[Records for the exercise]
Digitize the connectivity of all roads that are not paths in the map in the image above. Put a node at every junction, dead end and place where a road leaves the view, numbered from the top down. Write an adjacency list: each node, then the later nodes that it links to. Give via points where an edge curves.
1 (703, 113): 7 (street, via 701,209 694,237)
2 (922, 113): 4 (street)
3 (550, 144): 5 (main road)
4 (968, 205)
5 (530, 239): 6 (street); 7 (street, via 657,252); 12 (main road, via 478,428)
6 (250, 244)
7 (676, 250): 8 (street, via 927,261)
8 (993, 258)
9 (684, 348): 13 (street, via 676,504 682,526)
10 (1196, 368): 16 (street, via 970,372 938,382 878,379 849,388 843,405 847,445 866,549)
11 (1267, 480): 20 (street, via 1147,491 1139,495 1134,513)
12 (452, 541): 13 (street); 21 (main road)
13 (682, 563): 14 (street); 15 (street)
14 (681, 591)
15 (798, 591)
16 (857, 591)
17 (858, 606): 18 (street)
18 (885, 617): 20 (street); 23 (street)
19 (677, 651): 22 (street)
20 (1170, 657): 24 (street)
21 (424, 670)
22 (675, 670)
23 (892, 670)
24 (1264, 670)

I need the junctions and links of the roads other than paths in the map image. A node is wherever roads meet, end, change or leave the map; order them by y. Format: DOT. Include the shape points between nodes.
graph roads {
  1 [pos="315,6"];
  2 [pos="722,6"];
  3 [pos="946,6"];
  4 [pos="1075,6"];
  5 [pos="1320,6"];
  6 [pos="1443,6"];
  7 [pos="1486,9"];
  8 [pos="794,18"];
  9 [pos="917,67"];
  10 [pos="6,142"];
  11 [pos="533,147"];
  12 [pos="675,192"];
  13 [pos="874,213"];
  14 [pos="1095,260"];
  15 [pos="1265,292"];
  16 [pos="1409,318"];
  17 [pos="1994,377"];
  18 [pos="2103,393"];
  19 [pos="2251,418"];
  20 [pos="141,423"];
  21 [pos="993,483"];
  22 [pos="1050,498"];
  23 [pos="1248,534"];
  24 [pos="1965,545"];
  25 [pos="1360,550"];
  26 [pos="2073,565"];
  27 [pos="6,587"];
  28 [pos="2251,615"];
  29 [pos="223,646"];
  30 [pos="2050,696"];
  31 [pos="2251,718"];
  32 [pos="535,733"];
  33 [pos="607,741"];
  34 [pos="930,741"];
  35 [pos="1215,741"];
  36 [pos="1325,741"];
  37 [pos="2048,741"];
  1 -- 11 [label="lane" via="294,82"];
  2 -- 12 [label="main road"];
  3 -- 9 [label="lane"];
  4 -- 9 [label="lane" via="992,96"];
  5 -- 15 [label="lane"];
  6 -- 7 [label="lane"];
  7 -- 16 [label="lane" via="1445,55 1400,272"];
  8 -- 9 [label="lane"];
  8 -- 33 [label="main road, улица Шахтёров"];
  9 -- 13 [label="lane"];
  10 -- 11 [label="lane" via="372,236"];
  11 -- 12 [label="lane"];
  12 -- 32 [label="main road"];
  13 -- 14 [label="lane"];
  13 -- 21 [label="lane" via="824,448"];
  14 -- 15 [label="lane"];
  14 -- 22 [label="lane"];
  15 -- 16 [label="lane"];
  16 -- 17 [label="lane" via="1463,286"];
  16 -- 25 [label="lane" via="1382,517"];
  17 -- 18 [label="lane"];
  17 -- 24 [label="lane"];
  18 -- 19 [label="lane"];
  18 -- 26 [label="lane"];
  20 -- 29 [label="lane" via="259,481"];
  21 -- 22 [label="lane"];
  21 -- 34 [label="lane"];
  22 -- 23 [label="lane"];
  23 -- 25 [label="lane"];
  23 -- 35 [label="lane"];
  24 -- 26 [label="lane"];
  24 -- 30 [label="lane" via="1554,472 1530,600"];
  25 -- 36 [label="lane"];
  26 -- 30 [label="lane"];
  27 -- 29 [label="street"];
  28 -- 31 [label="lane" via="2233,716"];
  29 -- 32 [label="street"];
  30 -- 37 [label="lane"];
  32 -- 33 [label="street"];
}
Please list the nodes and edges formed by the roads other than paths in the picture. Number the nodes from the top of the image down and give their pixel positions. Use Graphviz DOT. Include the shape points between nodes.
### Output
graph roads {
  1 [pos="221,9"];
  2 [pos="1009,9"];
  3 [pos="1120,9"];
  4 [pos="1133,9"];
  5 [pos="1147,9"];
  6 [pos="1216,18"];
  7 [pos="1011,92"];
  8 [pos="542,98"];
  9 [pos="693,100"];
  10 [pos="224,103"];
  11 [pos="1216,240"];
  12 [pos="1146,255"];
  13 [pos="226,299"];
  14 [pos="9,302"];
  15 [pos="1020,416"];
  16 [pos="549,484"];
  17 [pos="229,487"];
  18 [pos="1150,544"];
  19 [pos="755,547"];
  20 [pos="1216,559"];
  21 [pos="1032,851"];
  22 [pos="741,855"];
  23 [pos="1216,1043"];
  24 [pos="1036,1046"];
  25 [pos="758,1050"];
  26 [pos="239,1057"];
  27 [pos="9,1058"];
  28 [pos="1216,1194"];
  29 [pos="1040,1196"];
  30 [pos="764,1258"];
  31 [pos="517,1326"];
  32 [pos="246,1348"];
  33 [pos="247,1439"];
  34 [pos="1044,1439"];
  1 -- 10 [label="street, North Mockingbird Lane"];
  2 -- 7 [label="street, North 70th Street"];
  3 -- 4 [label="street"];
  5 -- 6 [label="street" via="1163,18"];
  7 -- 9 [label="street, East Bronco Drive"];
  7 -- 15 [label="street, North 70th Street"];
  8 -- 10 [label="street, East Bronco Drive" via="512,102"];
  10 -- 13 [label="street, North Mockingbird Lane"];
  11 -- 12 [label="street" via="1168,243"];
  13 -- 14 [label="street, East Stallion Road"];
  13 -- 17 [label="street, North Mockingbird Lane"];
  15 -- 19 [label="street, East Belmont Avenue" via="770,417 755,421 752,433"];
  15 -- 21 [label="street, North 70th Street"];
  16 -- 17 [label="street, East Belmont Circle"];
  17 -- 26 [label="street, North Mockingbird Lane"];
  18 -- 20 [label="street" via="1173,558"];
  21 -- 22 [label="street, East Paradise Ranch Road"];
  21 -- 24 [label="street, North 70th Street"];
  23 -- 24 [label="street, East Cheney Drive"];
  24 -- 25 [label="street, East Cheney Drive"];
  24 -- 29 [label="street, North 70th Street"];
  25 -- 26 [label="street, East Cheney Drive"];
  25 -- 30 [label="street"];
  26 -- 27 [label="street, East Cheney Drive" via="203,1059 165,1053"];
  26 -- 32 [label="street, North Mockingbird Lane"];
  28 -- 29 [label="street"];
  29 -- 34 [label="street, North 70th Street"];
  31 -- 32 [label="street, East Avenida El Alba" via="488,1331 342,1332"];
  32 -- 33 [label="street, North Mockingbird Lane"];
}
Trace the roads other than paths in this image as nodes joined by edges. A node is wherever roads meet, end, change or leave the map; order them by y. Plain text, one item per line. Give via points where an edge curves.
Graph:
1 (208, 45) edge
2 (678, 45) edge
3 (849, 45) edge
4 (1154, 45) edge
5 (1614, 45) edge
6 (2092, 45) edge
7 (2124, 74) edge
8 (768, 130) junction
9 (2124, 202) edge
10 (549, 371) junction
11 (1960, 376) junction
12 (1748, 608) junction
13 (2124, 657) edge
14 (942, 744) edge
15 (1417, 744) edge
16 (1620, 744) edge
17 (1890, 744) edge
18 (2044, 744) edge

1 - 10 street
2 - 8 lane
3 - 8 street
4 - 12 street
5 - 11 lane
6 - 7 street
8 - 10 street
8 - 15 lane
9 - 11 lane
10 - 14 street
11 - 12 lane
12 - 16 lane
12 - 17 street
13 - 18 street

[The problem]
From the listing above, extract every line exactly as it stands.

[Answer for this exercise]
Digitize the connectivity of all roads that are not paths in the map in the image above. Put a node at every junction, dead end and place where a road leaves the view, numbered from the top down. Write an adjacency list: each node, then the later nodes that it links to. Give via points where an edge curves.
1 (703, 113): 7 (street, via 701,209 694,237)
2 (922, 113): 4 (street)
3 (550, 144): 5 (main road)
4 (968, 205)
5 (530, 239): 6 (street); 7 (street, via 657,252); 12 (main road, via 478,428)
6 (250, 244)
7 (676, 250): 8 (street, via 927,261)
8 (993, 258)
9 (684, 348): 13 (street, via 676,504 682,526)
10 (1196, 368): 16 (street, via 970,372 938,382 878,379 849,388 843,405 847,445 866,549)
11 (1267, 480): 20 (street, via 1147,491 1139,495 1134,513)
12 (452, 541): 13 (street); 21 (main road)
13 (682, 563): 14 (street); 15 (street)
14 (681, 591)
15 (798, 591)
16 (857, 591)
17 (858, 606): 18 (street)
18 (885, 617): 20 (street); 23 (street)
19 (677, 651): 22 (street)
20 (1170, 657): 24 (street)
21 (424, 670)
22 (675, 670)
23 (892, 670)
24 (1264, 670)

I need the junctions and links of the roads other than paths in the map image. A node is wherever roads meet, end, change or leave the map; order them by y. Format: DOT. Include the shape points between nodes.
graph roads {
  1 [pos="315,6"];
  2 [pos="722,6"];
  3 [pos="946,6"];
  4 [pos="1075,6"];
  5 [pos="1320,6"];
  6 [pos="1443,6"];
  7 [pos="1486,9"];
  8 [pos="794,18"];
  9 [pos="917,67"];
  10 [pos="6,142"];
  11 [pos="533,147"];
  12 [pos="675,192"];
  13 [pos="874,213"];
  14 [pos="1095,260"];
  15 [pos="1265,292"];
  16 [pos="1409,318"];
  17 [pos="1994,377"];
  18 [pos="2103,393"];
  19 [pos="2251,418"];
  20 [pos="141,423"];
  21 [pos="993,483"];
  22 [pos="1050,498"];
  23 [pos="1248,534"];
  24 [pos="1965,545"];
  25 [pos="1360,550"];
  26 [pos="2073,565"];
  27 [pos="6,587"];
  28 [pos="2251,615"];
  29 [pos="223,646"];
  30 [pos="2050,696"];
  31 [pos="2251,718"];
  32 [pos="535,733"];
  33 [pos="607,741"];
  34 [pos="930,741"];
  35 [pos="1215,741"];
  36 [pos="1325,741"];
  37 [pos="2048,741"];
  1 -- 11 [label="lane" via="294,82"];
  2 -- 12 [label="main road"];
  3 -- 9 [label="lane"];
  4 -- 9 [label="lane" via="992,96"];
  5 -- 15 [label="lane"];
  6 -- 7 [label="lane"];
  7 -- 16 [label="lane" via="1445,55 1400,272"];
  8 -- 9 [label="lane"];
  8 -- 33 [label="main road, улица Шахтёров"];
  9 -- 13 [label="lane"];
  10 -- 11 [label="lane" via="372,236"];
  11 -- 12 [label="lane"];
  12 -- 32 [label="main road"];
  13 -- 14 [label="lane"];
  13 -- 21 [label="lane" via="824,448"];
  14 -- 15 [label="lane"];
  14 -- 22 [label="lane"];
  15 -- 16 [label="lane"];
  16 -- 17 [label="lane" via="1463,286"];
  16 -- 25 [label="lane" via="1382,517"];
  17 -- 18 [label="lane"];
  17 -- 24 [label="lane"];
  18 -- 19 [label="lane"];
  18 -- 26 [label="lane"];
  20 -- 29 [label="lane" via="259,481"];
  21 -- 22 [label="lane"];
  21 -- 34 [label="lane"];
  22 -- 23 [label="lane"];
  23 -- 25 [label="lane"];
  23 -- 35 [label="lane"];
  24 -- 26 [label="lane"];
  24 -- 30 [label="lane" via="1554,472 1530,600"];
  25 -- 36 [label="lane"];
  26 -- 30 [label="lane"];
  27 -- 29 [label="street"];
  28 -- 31 [label="lane" via="2233,716"];
  29 -- 32 [label="street"];
  30 -- 37 [label="lane"];
  32 -- 33 [label="street"];
}
Please list the nodes and edges formed by the roads other than paths in the picture. Number the nodes from the top of the image down and give their pixel positions. Use Graphviz DOT. Include the shape points between nodes.
### Output
graph roads {
  1 [pos="221,9"];
  2 [pos="1009,9"];
  3 [pos="1120,9"];
  4 [pos="1133,9"];
  5 [pos="1147,9"];
  6 [pos="1216,18"];
  7 [pos="1011,92"];
  8 [pos="542,98"];
  9 [pos="693,100"];
  10 [pos="224,103"];
  11 [pos="1216,240"];
  12 [pos="1146,255"];
  13 [pos="226,299"];
  14 [pos="9,302"];
  15 [pos="1020,416"];
  16 [pos="549,484"];
  17 [pos="229,487"];
  18 [pos="1150,544"];
  19 [pos="755,547"];
  20 [pos="1216,559"];
  21 [pos="1032,851"];
  22 [pos="741,855"];
  23 [pos="1216,1043"];
  24 [pos="1036,1046"];
  25 [pos="758,1050"];
  26 [pos="239,1057"];
  27 [pos="9,1058"];
  28 [pos="1216,1194"];
  29 [pos="1040,1196"];
  30 [pos="764,1258"];
  31 [pos="517,1326"];
  32 [pos="246,1348"];
  33 [pos="247,1439"];
  34 [pos="1044,1439"];
  1 -- 10 [label="street, North Mockingbird Lane"];
  2 -- 7 [label="street, North 70th Street"];
  3 -- 4 [label="street"];
  5 -- 6 [label="street" via="1163,18"];
  7 -- 9 [label="street, East Bronco Drive"];
  7 -- 15 [label="street, North 70th Street"];
  8 -- 10 [label="street, East Bronco Drive" via="512,102"];
  10 -- 13 [label="street, North Mockingbird Lane"];
  11 -- 12 [label="street" via="1168,243"];
  13 -- 14 [label="street, East Stallion Road"];
  13 -- 17 [label="street, North Mockingbird Lane"];
  15 -- 19 [label="street, East Belmont Avenue" via="770,417 755,421 752,433"];
  15 -- 21 [label="street, North 70th Street"];
  16 -- 17 [label="street, East Belmont Circle"];
  17 -- 26 [label="street, North Mockingbird Lane"];
  18 -- 20 [label="street" via="1173,558"];
  21 -- 22 [label="street, East Paradise Ranch Road"];
  21 -- 24 [label="street, North 70th Street"];
  23 -- 24 [label="street, East Cheney Drive"];
  24 -- 25 [label="street, East Cheney Drive"];
  24 -- 29 [label="street, North 70th Street"];
  25 -- 26 [label="street, East Cheney Drive"];
  25 -- 30 [label="street"];
  26 -- 27 [label="street, East Cheney Drive" via="203,1059 165,1053"];
  26 -- 32 [label="street, North Mockingbird Lane"];
  28 -- 29 [label="street"];
  29 -- 34 [label="street, North 70th Street"];
  31 -- 32 [label="street, East Avenida El Alba" via="488,1331 342,1332"];
  32 -- 33 [label="street, North Mockingbird Lane"];
}
Trace the roads other than paths in this image as nodes joined by edges. A node is wherever roads meet, end, change or leave the map; order them by y. Plain text, one item per line. Give via points where an edge curves.
Graph:
1 (208, 45) edge
2 (678, 45) edge
3 (849, 45) edge
4 (1154, 45) edge
5 (1614, 45) edge
6 (2092, 45) edge
7 (2124, 74) edge
8 (768, 130) junction
9 (2124, 202) edge
10 (549, 371) junction
11 (1960, 376) junction
12 (1748, 608) junction
13 (2124, 657) edge
14 (942, 744) edge
15 (1417, 744) edge
16 (1620, 744) edge
17 (1890, 744) edge
18 (2044, 744) edge

1 - 10 street
2 - 8 lane
3 - 8 street
4 - 12 street
5 - 11 lane
6 - 7 street
8 - 10 street
8 - 15 lane
9 - 11 lane
10 - 14 street
11 - 12 lane
12 - 16 lane
12 - 17 street
13 - 18 street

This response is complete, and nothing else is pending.